PMC · DOI: 10.3390/vetsci12020078 · 2025-01-22

## TL;DR

This study investigates how Qi Ling Gui Fu Prescription treats broiler ascites syndrome by targeting vascular smooth muscle and the MAPK signaling pathway.

## Contribution

The study provides new mechanistic insights into QLGFP's therapeutic effects on broiler ascites syndrome via network pharmacology and experimental validation.

## Key findings

- QLGFP's active compounds inhibit phenotypic transformation of vascular smooth muscle in broiler ascites syndrome.
- The MAPK signaling pathway is a key target of QLGFP in treating broiler ascites syndrome.
- QLGFP reduces ascites cardiac index and suppresses MAPK pathway proteins in experimental models.

## Abstract

In this research, we explored the active components and therapeutic mechanisms of QLGFP for treating broiler AS using a network pharmacology approach. A total of 267 active compounds were isolated, of which the main active components were Dihydrokaranone, Tanshiquinone B, Neotanshinone C, etc.
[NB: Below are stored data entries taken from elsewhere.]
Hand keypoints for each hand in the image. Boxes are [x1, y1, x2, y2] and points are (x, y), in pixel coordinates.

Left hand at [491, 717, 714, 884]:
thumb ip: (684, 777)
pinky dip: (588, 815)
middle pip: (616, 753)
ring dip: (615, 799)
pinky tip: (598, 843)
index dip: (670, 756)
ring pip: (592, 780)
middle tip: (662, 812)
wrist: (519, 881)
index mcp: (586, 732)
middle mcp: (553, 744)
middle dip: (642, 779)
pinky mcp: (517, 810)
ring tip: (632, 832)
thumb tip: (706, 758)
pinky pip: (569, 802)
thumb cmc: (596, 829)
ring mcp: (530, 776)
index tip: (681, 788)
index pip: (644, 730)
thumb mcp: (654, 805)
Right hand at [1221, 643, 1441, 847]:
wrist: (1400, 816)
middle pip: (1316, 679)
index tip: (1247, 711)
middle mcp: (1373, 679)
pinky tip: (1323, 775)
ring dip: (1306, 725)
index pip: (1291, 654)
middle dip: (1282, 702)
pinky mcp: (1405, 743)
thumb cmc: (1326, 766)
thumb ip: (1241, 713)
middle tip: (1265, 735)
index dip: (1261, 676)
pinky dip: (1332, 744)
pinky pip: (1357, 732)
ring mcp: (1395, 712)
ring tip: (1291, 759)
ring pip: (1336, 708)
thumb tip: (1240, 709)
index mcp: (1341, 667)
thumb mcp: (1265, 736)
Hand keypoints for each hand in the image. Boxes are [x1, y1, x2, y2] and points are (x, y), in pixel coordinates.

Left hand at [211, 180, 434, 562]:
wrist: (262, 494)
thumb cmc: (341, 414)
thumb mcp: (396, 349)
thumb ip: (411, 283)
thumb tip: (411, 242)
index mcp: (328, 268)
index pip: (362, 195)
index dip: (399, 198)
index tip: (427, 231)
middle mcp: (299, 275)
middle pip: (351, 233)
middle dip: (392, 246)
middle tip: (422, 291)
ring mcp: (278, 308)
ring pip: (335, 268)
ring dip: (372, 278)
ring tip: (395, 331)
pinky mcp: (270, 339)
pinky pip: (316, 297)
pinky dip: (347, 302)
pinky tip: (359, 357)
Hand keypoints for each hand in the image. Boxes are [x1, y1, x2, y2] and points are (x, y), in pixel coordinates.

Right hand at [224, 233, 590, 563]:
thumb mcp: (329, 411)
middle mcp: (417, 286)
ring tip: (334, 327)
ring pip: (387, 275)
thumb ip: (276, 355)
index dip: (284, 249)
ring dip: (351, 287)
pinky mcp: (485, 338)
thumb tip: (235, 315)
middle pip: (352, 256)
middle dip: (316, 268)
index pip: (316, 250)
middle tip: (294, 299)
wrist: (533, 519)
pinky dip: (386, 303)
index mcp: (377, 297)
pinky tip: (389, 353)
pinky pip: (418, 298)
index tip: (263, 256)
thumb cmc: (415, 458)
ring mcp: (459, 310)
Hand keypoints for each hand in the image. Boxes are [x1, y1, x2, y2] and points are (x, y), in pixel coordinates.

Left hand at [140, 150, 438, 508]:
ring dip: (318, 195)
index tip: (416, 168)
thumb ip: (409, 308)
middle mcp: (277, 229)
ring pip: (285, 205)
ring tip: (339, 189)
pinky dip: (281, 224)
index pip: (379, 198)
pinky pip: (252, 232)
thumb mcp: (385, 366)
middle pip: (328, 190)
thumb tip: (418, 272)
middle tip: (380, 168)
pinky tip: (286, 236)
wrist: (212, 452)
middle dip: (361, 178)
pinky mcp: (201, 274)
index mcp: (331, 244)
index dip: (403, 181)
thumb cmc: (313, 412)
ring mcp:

Bioinformatics analysis and an animal experiment indicated that the MAPK signalling pathway is the key target for QLGFP and their active compounds to improve the AS broilers by inhibiting phenotypic transformation of vascular smooth muscle. Our findings provide a scientific basis for the clinical efficacy of QLGFP in the treatment of broiler AS and a solid foundation for further elucidation of the active components and mechanism of action of QLGFP in the treatment of broiler AS.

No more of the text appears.